- Material provided

# # # #

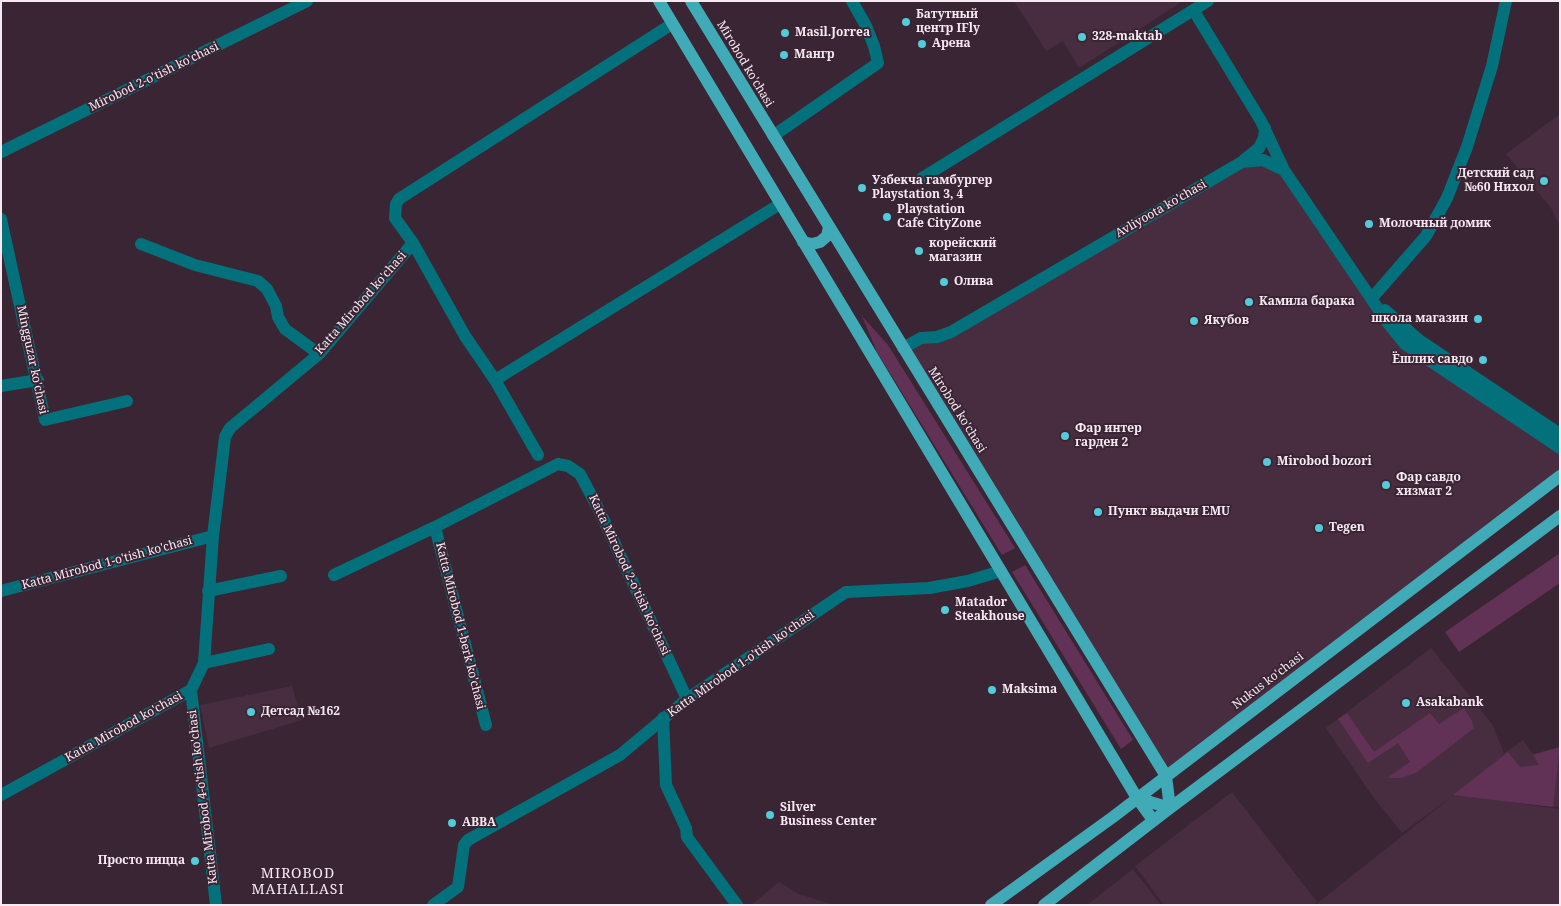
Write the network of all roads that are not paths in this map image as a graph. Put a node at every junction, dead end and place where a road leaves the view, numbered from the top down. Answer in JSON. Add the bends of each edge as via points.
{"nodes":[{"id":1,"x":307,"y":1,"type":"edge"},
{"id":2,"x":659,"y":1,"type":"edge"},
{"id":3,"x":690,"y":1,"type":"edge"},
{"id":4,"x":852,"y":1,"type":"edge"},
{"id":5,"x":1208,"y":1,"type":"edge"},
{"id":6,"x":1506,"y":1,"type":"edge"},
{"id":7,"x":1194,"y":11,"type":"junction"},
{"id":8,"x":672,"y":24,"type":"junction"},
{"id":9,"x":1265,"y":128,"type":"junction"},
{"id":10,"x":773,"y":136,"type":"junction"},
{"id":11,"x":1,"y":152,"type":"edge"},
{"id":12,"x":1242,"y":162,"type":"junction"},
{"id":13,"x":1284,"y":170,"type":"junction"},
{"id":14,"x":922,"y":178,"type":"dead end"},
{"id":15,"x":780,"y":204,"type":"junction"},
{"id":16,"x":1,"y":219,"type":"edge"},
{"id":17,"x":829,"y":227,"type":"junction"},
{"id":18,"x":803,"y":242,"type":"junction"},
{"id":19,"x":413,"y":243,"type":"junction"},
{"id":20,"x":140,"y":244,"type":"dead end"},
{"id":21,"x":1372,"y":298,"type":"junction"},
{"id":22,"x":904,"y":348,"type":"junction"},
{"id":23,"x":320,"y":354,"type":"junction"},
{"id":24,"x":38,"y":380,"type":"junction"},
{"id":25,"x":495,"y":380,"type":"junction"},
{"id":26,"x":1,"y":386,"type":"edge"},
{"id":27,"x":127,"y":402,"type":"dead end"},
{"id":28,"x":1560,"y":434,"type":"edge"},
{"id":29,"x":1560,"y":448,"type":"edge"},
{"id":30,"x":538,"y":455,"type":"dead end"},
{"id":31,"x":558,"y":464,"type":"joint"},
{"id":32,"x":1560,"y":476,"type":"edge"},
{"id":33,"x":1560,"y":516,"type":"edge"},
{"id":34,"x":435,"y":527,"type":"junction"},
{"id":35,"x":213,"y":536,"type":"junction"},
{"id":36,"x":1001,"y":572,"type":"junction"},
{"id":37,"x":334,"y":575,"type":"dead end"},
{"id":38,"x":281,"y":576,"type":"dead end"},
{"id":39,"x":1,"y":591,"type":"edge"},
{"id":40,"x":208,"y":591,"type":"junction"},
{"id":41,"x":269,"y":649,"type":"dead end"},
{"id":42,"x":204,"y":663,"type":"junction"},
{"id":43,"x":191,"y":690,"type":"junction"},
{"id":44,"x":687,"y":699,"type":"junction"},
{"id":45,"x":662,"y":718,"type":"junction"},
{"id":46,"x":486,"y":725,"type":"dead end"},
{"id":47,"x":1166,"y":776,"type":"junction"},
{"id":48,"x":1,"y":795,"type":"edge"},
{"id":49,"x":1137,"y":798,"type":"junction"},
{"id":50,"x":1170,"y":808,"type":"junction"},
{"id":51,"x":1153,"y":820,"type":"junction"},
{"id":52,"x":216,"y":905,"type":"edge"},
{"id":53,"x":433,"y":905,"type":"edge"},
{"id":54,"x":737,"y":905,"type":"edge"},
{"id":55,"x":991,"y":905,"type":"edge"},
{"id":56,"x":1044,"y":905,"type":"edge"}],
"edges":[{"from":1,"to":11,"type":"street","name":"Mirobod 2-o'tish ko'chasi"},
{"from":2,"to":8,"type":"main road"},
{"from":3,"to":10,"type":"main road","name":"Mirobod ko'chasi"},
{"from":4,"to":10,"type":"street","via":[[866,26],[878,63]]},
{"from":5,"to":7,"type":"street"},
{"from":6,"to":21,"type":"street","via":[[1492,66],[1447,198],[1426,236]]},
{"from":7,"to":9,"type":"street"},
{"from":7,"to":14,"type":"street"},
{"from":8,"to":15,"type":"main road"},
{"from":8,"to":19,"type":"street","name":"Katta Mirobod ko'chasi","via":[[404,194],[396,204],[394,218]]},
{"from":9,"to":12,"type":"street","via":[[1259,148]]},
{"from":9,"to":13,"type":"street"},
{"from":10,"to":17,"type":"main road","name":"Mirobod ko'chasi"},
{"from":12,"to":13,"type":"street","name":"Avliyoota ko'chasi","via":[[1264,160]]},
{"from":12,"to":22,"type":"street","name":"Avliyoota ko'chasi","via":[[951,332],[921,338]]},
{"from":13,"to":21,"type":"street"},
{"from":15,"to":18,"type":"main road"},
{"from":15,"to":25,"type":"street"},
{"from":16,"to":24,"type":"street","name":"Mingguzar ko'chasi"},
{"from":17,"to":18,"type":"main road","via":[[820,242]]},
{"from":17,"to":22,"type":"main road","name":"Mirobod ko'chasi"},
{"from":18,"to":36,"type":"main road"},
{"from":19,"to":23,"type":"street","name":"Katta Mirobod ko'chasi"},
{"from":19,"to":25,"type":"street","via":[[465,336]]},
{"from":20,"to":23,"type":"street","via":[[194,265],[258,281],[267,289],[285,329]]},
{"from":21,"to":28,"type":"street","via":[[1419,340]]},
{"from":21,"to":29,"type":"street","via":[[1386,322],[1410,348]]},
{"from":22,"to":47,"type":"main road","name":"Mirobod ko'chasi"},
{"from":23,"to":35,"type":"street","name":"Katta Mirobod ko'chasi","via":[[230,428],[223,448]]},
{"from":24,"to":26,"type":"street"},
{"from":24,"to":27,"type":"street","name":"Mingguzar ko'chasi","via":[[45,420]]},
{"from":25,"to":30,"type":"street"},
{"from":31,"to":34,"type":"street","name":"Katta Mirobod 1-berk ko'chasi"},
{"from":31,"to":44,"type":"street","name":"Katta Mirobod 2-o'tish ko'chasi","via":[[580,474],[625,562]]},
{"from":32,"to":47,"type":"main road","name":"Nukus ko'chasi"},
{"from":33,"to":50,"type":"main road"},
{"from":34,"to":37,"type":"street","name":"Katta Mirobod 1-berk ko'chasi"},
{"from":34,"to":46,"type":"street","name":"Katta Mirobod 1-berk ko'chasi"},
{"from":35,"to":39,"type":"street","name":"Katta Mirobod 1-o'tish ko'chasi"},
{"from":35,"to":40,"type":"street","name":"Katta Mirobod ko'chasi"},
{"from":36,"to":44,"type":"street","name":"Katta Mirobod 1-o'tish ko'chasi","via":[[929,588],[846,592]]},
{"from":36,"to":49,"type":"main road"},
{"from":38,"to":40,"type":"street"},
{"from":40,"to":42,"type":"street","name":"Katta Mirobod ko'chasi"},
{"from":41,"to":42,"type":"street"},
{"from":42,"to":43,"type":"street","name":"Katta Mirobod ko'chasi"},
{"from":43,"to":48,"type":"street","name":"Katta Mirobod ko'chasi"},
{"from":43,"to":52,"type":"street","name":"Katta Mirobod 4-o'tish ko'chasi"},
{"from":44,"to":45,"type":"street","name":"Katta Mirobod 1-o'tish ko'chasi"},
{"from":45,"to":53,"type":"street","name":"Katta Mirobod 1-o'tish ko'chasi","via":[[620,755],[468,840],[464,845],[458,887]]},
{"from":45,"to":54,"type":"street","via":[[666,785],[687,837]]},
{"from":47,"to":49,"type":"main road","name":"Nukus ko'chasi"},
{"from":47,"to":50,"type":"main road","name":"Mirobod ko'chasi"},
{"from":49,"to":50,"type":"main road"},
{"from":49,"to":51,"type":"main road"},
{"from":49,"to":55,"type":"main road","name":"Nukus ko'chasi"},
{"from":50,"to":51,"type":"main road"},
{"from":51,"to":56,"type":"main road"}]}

# # # #

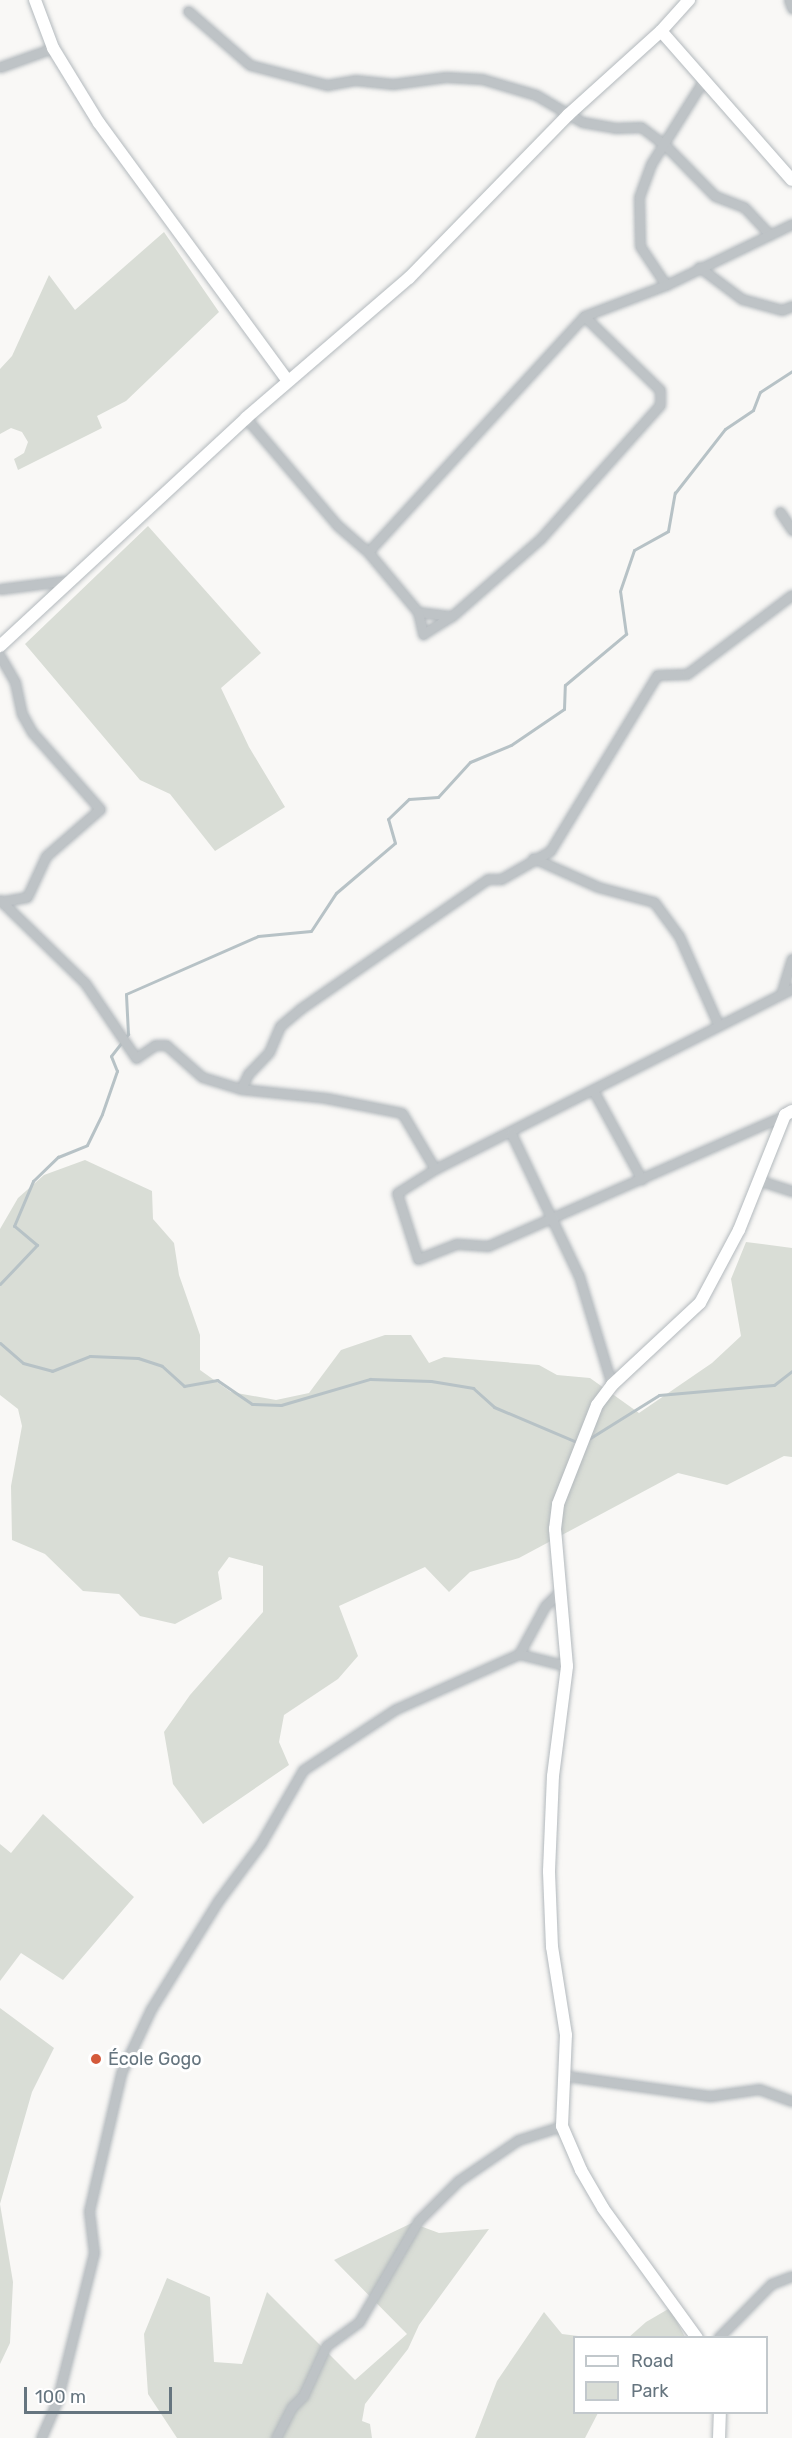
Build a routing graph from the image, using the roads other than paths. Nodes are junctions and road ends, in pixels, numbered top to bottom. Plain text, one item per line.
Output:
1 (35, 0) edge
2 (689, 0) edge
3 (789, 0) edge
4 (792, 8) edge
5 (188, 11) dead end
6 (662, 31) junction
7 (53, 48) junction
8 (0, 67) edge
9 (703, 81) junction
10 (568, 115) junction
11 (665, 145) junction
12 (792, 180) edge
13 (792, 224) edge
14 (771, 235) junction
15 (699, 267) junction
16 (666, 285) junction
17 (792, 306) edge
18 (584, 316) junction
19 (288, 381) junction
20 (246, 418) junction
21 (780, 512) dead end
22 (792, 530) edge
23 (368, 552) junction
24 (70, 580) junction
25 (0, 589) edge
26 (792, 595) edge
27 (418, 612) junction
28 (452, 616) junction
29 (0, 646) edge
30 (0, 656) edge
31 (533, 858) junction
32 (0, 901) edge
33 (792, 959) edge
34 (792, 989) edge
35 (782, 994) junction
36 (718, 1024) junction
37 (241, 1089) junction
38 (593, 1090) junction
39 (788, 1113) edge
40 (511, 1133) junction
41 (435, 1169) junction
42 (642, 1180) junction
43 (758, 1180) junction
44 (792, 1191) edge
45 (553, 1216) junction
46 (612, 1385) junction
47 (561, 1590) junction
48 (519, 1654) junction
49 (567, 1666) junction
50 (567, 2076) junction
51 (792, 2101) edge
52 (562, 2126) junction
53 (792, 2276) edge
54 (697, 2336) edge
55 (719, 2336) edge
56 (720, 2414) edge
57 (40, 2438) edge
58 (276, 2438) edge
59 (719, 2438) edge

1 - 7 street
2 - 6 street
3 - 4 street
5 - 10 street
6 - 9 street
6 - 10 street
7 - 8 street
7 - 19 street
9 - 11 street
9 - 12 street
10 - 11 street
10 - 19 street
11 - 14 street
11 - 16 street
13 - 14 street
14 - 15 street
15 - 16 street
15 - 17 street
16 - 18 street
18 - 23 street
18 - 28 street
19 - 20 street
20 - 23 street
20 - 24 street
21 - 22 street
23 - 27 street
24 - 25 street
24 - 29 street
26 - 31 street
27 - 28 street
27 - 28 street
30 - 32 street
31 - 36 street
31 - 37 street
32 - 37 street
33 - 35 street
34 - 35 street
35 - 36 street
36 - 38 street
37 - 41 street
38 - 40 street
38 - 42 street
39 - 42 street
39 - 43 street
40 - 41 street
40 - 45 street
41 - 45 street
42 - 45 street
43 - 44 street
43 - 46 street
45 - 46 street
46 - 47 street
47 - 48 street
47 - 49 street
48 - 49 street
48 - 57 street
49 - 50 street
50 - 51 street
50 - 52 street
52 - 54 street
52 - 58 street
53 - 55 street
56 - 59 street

# # # #

- Task to complete
Extract all lines from the material above that include the word "berk".

- Exercise result
{"from":31,"to":34,"type":"street","name":"Katta Mirobod 1-berk ko'chasi"},
{"from":34,"to":37,"type":"street","name":"Katta Mirobod 1-berk ko'chasi"},
{"from":34,"to":46,"type":"street","name":"Katta Mirobod 1-berk ko'chasi"},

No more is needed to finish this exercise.